Nuovo taglio del costo del denaro, il sesto consecutivo, da parte della Reserve Bank della Nuova Zelanda. La banca ha ridotto il tasso di interesse ufficiale (OCR) di 25 bps al 3,25% nella riunione di maggio.
L’esito è in linea con le aspettative del mercato, e fissa il tasso al livello più basso dall’agosto 2022.
La mossa della RBNZ segue un taglio di 25 bps che è stato fatto ad aprile, e quelli di 50 punti base fatti a ottobre, novembre e febbraio.
Nella dichiarazione di accompagnamento, il Monetary Policy Committee sottolinea che l’inflazione rimane nell’intervallo target dell’1-3% e che il consiglio si trova in una posizione tranquilla rispetto agli sviluppi nazionali e internazionali, avendo margine per poter intervenire. Proprio per questo la RBNZ ha potuto dare un ulteriore stimolo alla crescita economica nazionale attraverso il taglio dei tassi.
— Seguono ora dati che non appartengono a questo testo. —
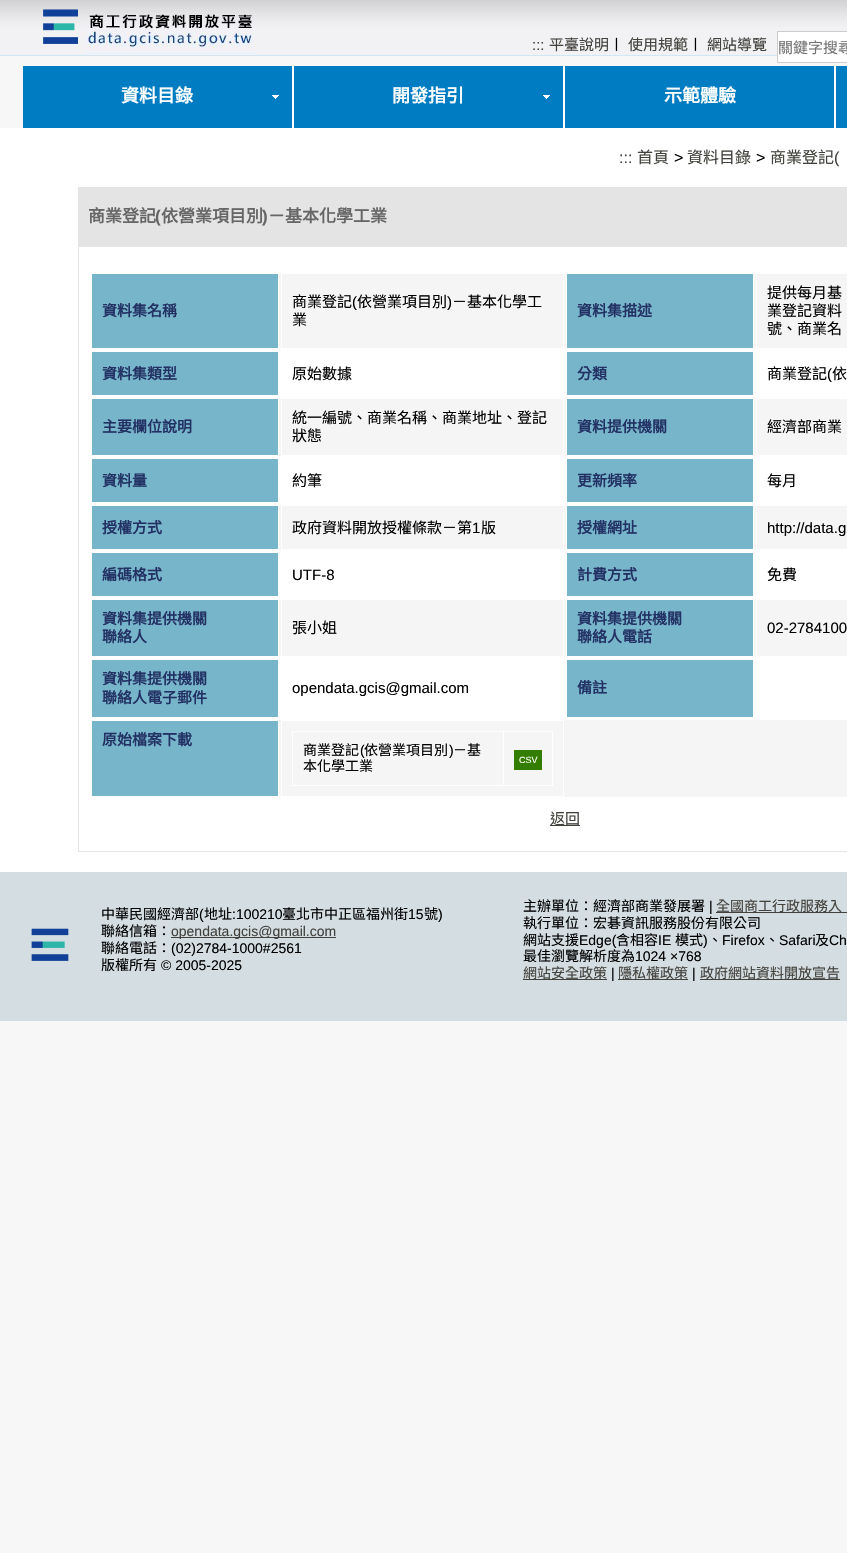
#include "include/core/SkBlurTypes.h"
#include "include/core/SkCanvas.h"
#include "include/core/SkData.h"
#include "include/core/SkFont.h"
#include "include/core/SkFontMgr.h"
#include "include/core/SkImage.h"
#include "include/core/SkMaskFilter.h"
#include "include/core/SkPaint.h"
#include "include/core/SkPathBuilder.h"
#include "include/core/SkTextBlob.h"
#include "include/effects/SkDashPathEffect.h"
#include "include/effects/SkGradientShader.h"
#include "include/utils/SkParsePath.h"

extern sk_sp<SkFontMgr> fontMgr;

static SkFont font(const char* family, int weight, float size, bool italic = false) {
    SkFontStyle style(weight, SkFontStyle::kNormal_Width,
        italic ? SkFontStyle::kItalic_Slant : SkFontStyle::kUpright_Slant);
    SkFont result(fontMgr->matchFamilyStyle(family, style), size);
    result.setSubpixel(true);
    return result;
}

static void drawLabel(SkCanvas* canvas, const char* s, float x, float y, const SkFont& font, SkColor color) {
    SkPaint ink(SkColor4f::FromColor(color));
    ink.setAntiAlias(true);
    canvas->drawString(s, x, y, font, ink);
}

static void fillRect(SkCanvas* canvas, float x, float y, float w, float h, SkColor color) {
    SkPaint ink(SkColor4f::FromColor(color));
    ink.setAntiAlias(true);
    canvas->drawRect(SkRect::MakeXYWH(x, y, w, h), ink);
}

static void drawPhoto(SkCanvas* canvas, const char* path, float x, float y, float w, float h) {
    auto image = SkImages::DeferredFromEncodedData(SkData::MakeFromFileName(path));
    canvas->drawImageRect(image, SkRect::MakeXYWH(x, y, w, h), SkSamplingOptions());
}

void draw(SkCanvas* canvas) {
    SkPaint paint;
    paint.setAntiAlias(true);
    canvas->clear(0xFFF7F7F7);
    drawPhoto(canvas, "assets/img1.png", 0, 0, 847, 56);
    drawPhoto(canvas, "assets/img2.png", 43, 9, 35, 35);
    drawPhoto(canvas, "assets/img3.png", 85, 8, 171, 48);
    SkFont font1 = font("Liberation Sans", 400, 15);
    drawLabel(canvas, ":::", 532, 50, font1, 0xFF42413C);
    SkFont font2 = font("Noto Sans CJK TC", 400, 15);
    drawLabel(canvas, "平臺說明", 549, 50, font2, 0xFF42413C);
    drawLabel(canvas, "〡", 609, 50, font2, 0xFF000000);
    drawLabel(canvas, "使用規範", 628, 50, font2, 0xFF42413C);
    drawLabel(canvas, "〡", 688, 50, font2, 0xFF000000);
    drawLabel(canvas, "網站導覽", 707, 50, font2, 0xFF42413C);
    paint.setColor(0xFFFFFFFF);
    canvas->drawRect(SkRect::MakeXYWH(777.5f, 31.5f, 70, 31), paint);
    paint.setStroke(true);
    paint.setStrokeWidth(1);
    paint.setColor(0xFFCCCCCC);
    canvas->drawRect(SkRect::MakeXYWH(777.5f, 31.5f, 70, 31), paint);
    drawLabel(canvas, "關鍵字搜尋", 778, 53, font2, 0xFF757575);
    fillRect(canvas, 23, 66, 269, 62, 0xFF007CC2);
    drawPhoto(canvas, "assets/img4.png", 272, 95, 7, 4);
    fillRect(canvas, 292, 66, 2, 62, 0xFFFFFFFF);
    SkFont font3 = font("Noto Sans CJK TC", 700, 18);
    drawLabel(canvas, "資料目錄", 121, 102, font3, 0xFFFFFFFF);
    fillRect(canvas, 294, 66, 269, 62, 0xFF007CC2);
    drawPhoto(canvas, "assets/img4.png", 543, 95, 7, 4);
    fillRect(canvas, 563, 66, 2, 62, 0xFFFFFFFF);
    drawLabel(canvas, "開發指引", 392, 102, font3, 0xFFFFFFFF);
    fillRect(canvas, 565, 66, 269, 62, 0xFF007CC2);
    fillRect(canvas, 834, 66, 2, 62, 0xFFFFFFFF);
    drawLabel(canvas, "示範體驗", 664, 102, font3, 0xFFFFFFFF);
    fillRect(canvas, 836, 66, 11, 62, 0xFF007CC2);
    fillRect(canvas, 0, 128, 847, 744, 0xFFFFFFFF);
    SkFont font4 = font("Liberation Sans", 400, 16);
    drawLabel(canvas, ":::", 619, 163, font4, 0xFF42413C);
    SkFont font5 = font("Noto Sans CJK TC", 400, 16);
    drawLabel(canvas, "首頁", 637, 163, font5, 0xFF42413C);
    drawLabel(canvas, ">", 674, 163, font4, 0xFF000000);
    drawLabel(canvas, "資料目錄", 687, 163, font5, 0xFF42413C);
    drawLabel(canvas, ">", 756, 163, font4, 0xFF000000);
    drawLabel(canvas, "商業登記", 770, 163, font5, 0xFF42413C);
    drawLabel(canvas, "(", 834, 163, font4, 0xFF42413C);
    paint.setColor(0xFFE4E4E4);
    canvas->drawRect(SkRect::MakeXYWH(78.5f, 187.5f, 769, 664), paint);
    fillRect(canvas, 79, 188, 768, 59, 0xFFE4E4E4);
    SkFont font6 = font("Noto Sans CJK TC", 700, 17);
    drawLabel(canvas, "商業登記", 88, 222, font6, 0xFF666666);
    SkFont font7 = font("Liberation Sans", 700, 17);
    drawLabel(canvas, "(", 155, 222, font7, 0xFF666666);
    drawLabel(canvas, "依營業項目別", 161, 222, font6, 0xFF666666);
    drawLabel(canvas, ")", 262, 222, font7, 0xFF666666);
    drawLabel(canvas, "－基本化學工業", 268, 222, font6, 0xFF666666);
    fillRect(canvas, 279, 273, 568, 76, 0xFFF5F5F5);
    fillRect(canvas, 92, 274, 186, 74, 0xFF77B6CA);
    SkFont font8 = font("Noto Sans CJK TC", 700, 15);
    drawLabel(canvas, "資料集名稱", 102, 316, font8, 0xFF223063);
    paint.setColor(0xFFFFFFFF);
    canvas->drawRect(SkRect::MakeXYWH(281.5f, 273.5f, 282, 75), paint);
    drawLabel(canvas, "商業登記", 292, 307, font2, 0xFF000000);
    drawLabel(canvas, "(", 352, 307, font1, 0xFF000000);
    drawLabel(canvas, "依營業項目別", 357, 307, font2, 0xFF000000);
    drawLabel(canvas, ")", 447, 307, font1, 0xFF000000);
    drawLabel(canvas, "－基本化學工", 452, 307, font2, 0xFF000000);
    drawLabel(canvas, "業", 292, 325, font2, 0xFF000000);
    paint.setStroke(false);
    paint.setColor(0xFF77B6CA);
    canvas->drawRect(SkRect::MakeXYWH(566.5f, 273.5f, 187, 75), paint);
    paint.setStroke(true);
    paint.setColor(0xFFFFFFFF);
    canvas->drawRect(SkRect::MakeXYWH(566.5f, 273.5f, 187, 75), paint);
    drawLabel(canvas, "資料集描述", 577, 316, font8, 0xFF223063);
    canvas->drawRect(SkRect::MakeXYWH(756.5f, 273.5f, 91, 75), paint);
    drawLabel(canvas, "提供每月基", 767, 298, font2, 0xFF000000);
    drawLabel(canvas, "業登記資料", 767, 316, font2, 0xFF000000);
    drawLabel(canvas, "號、商業名", 767, 334, font2, 0xFF000000);
    fillRect(canvas, 92, 352, 186, 43, 0xFF77B6CA);
    drawLabel(canvas, "資料集類型", 102, 379, font8, 0xFF223063);
    drawLabel(canvas, "原始數據", 292, 379, font2, 0xFF000000);
    fillRect(canvas, 567, 352, 186, 43, 0xFF77B6CA);
    drawLabel(canvas, "分類", 577, 379, font8, 0xFF223063);
    drawLabel(canvas, "商業登記", 767, 379, font2, 0xFF000000);
    drawLabel(canvas, "(", 827, 379, font1, 0xFF000000);
    drawLabel(canvas, "依", 832, 379, font2, 0xFF000000);
    fillRect(canvas, 279, 398, 568, 58, 0xFFF5F5F5);
    fillRect(canvas, 92, 399, 186, 56, 0xFF77B6CA);
    drawLabel(canvas, "主要欄位說明", 102, 432, font8, 0xFF223063);
    canvas->drawRect(SkRect::MakeXYWH(281.5f, 398.5f, 282, 57), paint);
    drawLabel(canvas, "統一編號、商業名稱、商業地址、登記", 292, 423, font2, 0xFF000000);
    drawLabel(canvas, "狀態", 292, 441, font2, 0xFF000000);
    paint.setStroke(false);
    paint.setColor(0xFF77B6CA);
    canvas->drawRect(SkRect::MakeXYWH(566.5f, 398.5f, 187, 57), paint);
    paint.setStroke(true);
    paint.setColor(0xFFFFFFFF);
    canvas->drawRect(SkRect::MakeXYWH(566.5f, 398.5f, 187, 57), paint);
    drawLabel(canvas, "資料提供機關", 577, 432, font8, 0xFF223063);
    canvas->drawRect(SkRect::MakeXYWH(756.5f, 398.5f, 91, 57), paint);
    drawLabel(canvas, "經濟部商業", 767, 432, font2, 0xFF000000);
    fillRect(canvas, 92, 459, 186, 43, 0xFF77B6CA);
    drawLabel(canvas, "資料量", 102, 486, font8, 0xFF223063);
    drawLabel(canvas, "約筆", 292, 486, font2, 0xFF000000);
    fillRect(canvas, 567, 459, 186, 43, 0xFF77B6CA);
    drawLabel(canvas, "更新頻率", 577, 486, font8, 0xFF223063);
    drawLabel(canvas, "每月", 767, 486, font2, 0xFF000000);
    fillRect(canvas, 279, 505, 568, 45, 0xFFF5F5F5);
    fillRect(canvas, 92, 506, 186, 43, 0xFF77B6CA);
    drawLabel(canvas, "授權方式", 102, 533, font8, 0xFF223063);
    canvas->drawRect(SkRect::MakeXYWH(281.5f, 505.5f, 282, 44), paint);
    drawLabel(canvas, "政府資料開放授權條款－第", 292, 533, font2, 0xFF000000);
    drawLabel(canvas, "1", 472, 533, font1, 0xFF000000);
    drawLabel(canvas, "版", 481, 533, font2, 0xFF000000);
    paint.setStroke(false);
    paint.setColor(0xFF77B6CA);
    canvas->drawRect(SkRect::MakeXYWH(566.5f, 505.5f, 187, 44), paint);
    paint.setStroke(true);
    paint.setColor(0xFFFFFFFF);
    canvas->drawRect(SkRect::MakeXYWH(566.5f, 505.5f, 187, 44), paint);
    drawLabel(canvas, "授權網址", 577, 533, font8, 0xFF223063);
    canvas->drawRect(SkRect::MakeXYWH(756.5f, 505.5f, 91, 44), paint);
    drawLabel(canvas, "http://data.g", 767, 533, font1, 0xFF000000);
    fillRect(canvas, 92, 553, 186, 43, 0xFF77B6CA);
    drawLabel(canvas, "編碼格式", 102, 580, font8, 0xFF223063);
    drawLabel(canvas, "UTF-8", 292, 580, font1, 0xFF000000);
    fillRect(canvas, 567, 553, 186, 43, 0xFF77B6CA);
    drawLabel(canvas, "計費方式", 577, 580, font8, 0xFF223063);
    drawLabel(canvas, "免費", 767, 580, font2, 0xFF000000);
    fillRect(canvas, 279, 599, 568, 58, 0xFFF5F5F5);
    fillRect(canvas, 92, 600, 186, 56, 0xFF77B6CA);
    drawLabel(canvas, "資料集提供機關", 102, 624, font8, 0xFF223063);
    drawLabel(canvas, "聯絡人", 102, 642, font8, 0xFF223063);
    canvas->drawRect(SkRect::MakeXYWH(281.5f, 599.5f, 282, 57), paint);
    drawLabel(canvas, "張小姐", 292, 633, font2, 0xFF000000);
    paint.setStroke(false);
    paint.setColor(0xFF77B6CA);
    canvas->drawRect(SkRect::MakeXYWH(566.5f, 599.5f, 187, 57), paint);
    paint.setStroke(true);
    paint.setColor(0xFFFFFFFF);
    canvas->drawRect(SkRect::MakeXYWH(566.5f, 599.5f, 187, 57), paint);
    drawLabel(canvas, "資料集提供機關", 577, 624, font8, 0xFF223063);
    drawLabel(canvas, "聯絡人電話", 577, 642, font8, 0xFF223063);
    canvas->drawRect(SkRect::MakeXYWH(756.5f, 599.5f, 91, 57), paint);
    drawLabel(canvas, "02-2784100", 767, 633, font1, 0xFF000000);
    fillRect(canvas, 92, 660, 186, 57, 0xFF77B6CA);
    drawLabel(canvas, "資料集提供機關", 102, 684, font8, 0xFF223063);
    drawLabel(canvas, "聯絡人電子郵件", 102, 703, font8, 0xFF223063);
    drawLabel(canvas, "opendata.gcis@gmail.com", 292, 693, font1, 0xFF000000);
    fillRect(canvas, 567, 660, 186, 57, 0xFF77B6CA);
    drawLabel(canvas, "備註", 577, 693, font8, 0xFF223063);
    fillRect(canvas, 279, 720, 568, 77, 0xFFF5F5F5);
    fillRect(canvas, 92, 721, 186, 75, 0xFF77B6CA);
    drawLabel(canvas, "原始檔案下載", 102, 745, font8, 0xFF223063);
    canvas->drawRect(SkRect::MakeXYWH(281.5f, 720.5f, 282, 76), paint);
    fillRect(canvas, 292, 732, 261, 53, 0xFFFFFFFF);
    fillRect(canvas, 293, 732, 259, 53, 0xFFF5F5F5);
    fillRect(canvas, 503, 731, 50, 1, 0xFFFFFFFF);
    fillRect(canvas, 503, 785, 50, 1, 0xFFFFFFFF);
    fillRect(canvas, 503, 731, 1, 55, 0xFFFFFFFF);
    fillRect(canvas, 292, 731, 212, 1, 0xFFFFFFFF);
    fillRect(canvas, 292, 785, 212, 1, 0xFFFFFFFF);
    SkFont font9 = font("Noto Sans CJK TC", 400, 14);
    drawLabel(canvas, "商業登記", 303, 755, font9, 0xFF000000);
    SkFont font10 = font("Liberation Sans", 400, 14);
    drawLabel(canvas, "(", 360, 755, font10, 0xFF000000);
    drawLabel(canvas, "依營業項目別", 364, 755, font9, 0xFF000000);
    drawLabel(canvas, ")", 449, 755, font10, 0xFF000000);
    drawLabel(canvas, "－基", 453, 755, font9, 0xFF000000);
    drawLabel(canvas, "本化學工業", 303, 771, font9, 0xFF000000);
    fillRect(canvas, 514, 750, 28, 20, 0xFF337E00);
    SkFont font11 = font("Liberation Sans", 400, 9);
    drawLabel(canvas, "CSV", 519, 763, font11, 0xFFFFFFFF);
    fillRect(canvas, 550, 825, 30, 1, 0xFF42413C);
    drawLabel(canvas, "返回", 550, 824, font2, 0xFF42413C);
    fillRect(canvas, 0, 872, 847, 149, 0xFFD4DDE1);
    drawPhoto(canvas, "assets/img5.png", 31, 928, 38, 33);
    drawLabel(canvas, "中華民國經濟部", 101, 919, font9, 0xFF000000);
    drawLabel(canvas, "(", 199, 919, font10, 0xFF000000);
    drawLabel(canvas, "地址", 204, 919, font9, 0xFF000000);
    drawLabel(canvas, ":100210", 232, 919, font10, 0xFF000000);
    drawLabel(canvas, "臺北市中正區福州街", 282, 919, font9, 0xFF000000);
    drawLabel(canvas, "15", 408, 919, font10, 0xFF000000);
    drawLabel(canvas, "號", 424, 919, font9, 0xFF000000);
    drawLabel(canvas, ")", 438, 919, font10, 0xFF000000);
    drawLabel(canvas, "聯絡信箱：", 101, 936, font9, 0xFF000000);
    fillRect(canvas, 171, 937, 165, 1, 0xFF42413C);
    drawLabel(canvas, "opendata.gcis@gmail.com", 171, 936, font10, 0xFF42413C);
    drawLabel(canvas, "聯絡電話：", 101, 953, font9, 0xFF000000);
    drawLabel(canvas, "(02)2784-1000#2561", 171, 953, font10, 0xFF000000);
    drawLabel(canvas, "版權所有", 101, 970, font9, 0xFF000000);
    drawLabel(canvas, "© 2005-2025", 161, 970, font10, 0xFF000000);
    drawLabel(canvas, "主辦單位：經濟部商業發展署", 523, 911, font9, 0xFF000000);
    drawLabel(canvas, "|", 709, 911, font10, 0xFF000000);
    fillRect(canvas, 716, 912, 131, 1, 0xFF42413C);
    drawLabel(canvas, "全國商工行政服務入", 716, 911, font9, 0xFF42413C);
    drawLabel(canvas, "執行單位：宏碁資訊服務股份有限公司", 523, 928, font9, 0xFF000000);
    drawLabel(canvas, "網站支援", 523, 945, font9, 0xFF000000);
    drawLabel(canvas, "Edge(", 579, 945, font10, 0xFF000000);
    drawLabel(canvas, "含相容", 616, 945, font9, 0xFF000000);
    drawLabel(canvas, "IE", 658, 945, font10, 0xFF000000);
    drawLabel(canvas, "模式", 675, 945, font9, 0xFF000000);
    drawLabel(canvas, ")", 703, 945, font10, 0xFF000000);
    drawLabel(canvas, "、", 708, 945, font9, 0xFF000000);
    drawLabel(canvas, "Firefox", 722, 945, font10, 0xFF000000);
    drawLabel(canvas, "、", 765, 945, font9, 0xFF000000);
    drawLabel(canvas, "Safari", 779, 945, font10, 0xFF000000);
    drawLabel(canvas, "及", 815, 945, font9, 0xFF000000);
    drawLabel(canvas, "Ch", 829, 945, font10, 0xFF000000);
    drawLabel(canvas, "最佳瀏覽解析度為", 523, 961, font9, 0xFF000000);
    drawLabel(canvas, "1024 ×768", 635, 961, font10, 0xFF000000);
    fillRect(canvas, 523, 979, 84, 1, 0xFF42413C);
    drawLabel(canvas, "網站安全政策", 523, 978, font9, 0xFF42413C);
    drawLabel(canvas, "|", 611, 978, font10, 0xFF000000);
    fillRect(canvas, 618, 979, 70, 1, 0xFF42413C);
    drawLabel(canvas, "隱私權政策", 618, 978, font9, 0xFF42413C);
    drawLabel(canvas, "|", 692, 978, font10, 0xFF000000);
    fillRect(canvas, 700, 979, 140, 1, 0xFF42413C);
    drawLabel(canvas, "政府網站資料開放宣告", 700, 978, font9, 0xFF42413C);
}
Tuttavia, il consiglio sottolinea che lo scenario resta incerto sul fronte internazionale, e i dazi potrebbero incidere sulla domanda proveniente dell’Asia, sbocco principale delle esportazioni neozelandesi.
Nel frattempo l’economia neozelandese si sta riprendendo dopo un periodo di contrazione, grazie agli elevati prezzi delle materie prime e ai tassi di interesse più bassi.
Complessivamente, l’atteggiamento della RBNZ è più hawkish del previsto. Anzitutto perché ci si aspettava un voto unanime per il taglio dei tassi, mentre invece c’è stata una voce contraria. In secondo luogo perché la RBNZ ritiene che il costo del denaro verrà ridotto al 2,92% nel trimestre 2025 e al 2,85% nel primo trimestre del 2026, mentre i mercati immaginavano una discesa fino al 2,75%. Infine, anche il governatore Christian Hawkesby è sembrato piuttosto cauto sui futuri tagli dei tassi.
Per questi motivi, nonostante il taglio al costo del denaro della RBNZ, il dollaro neozelandese si è rafforzato rispetto a quello americano ( è salito a circa 0,596). I mercati hanno infatti ridimensionato dal 60% al 36% la possibilità di un nuovo taglio nella riunione di luglio.
Il dollaro kiwi sta beneficiando anche di un clima di maggiore propensione al rischio, dopo i timidi segnali di de-esclation commerciale da parte di Trump.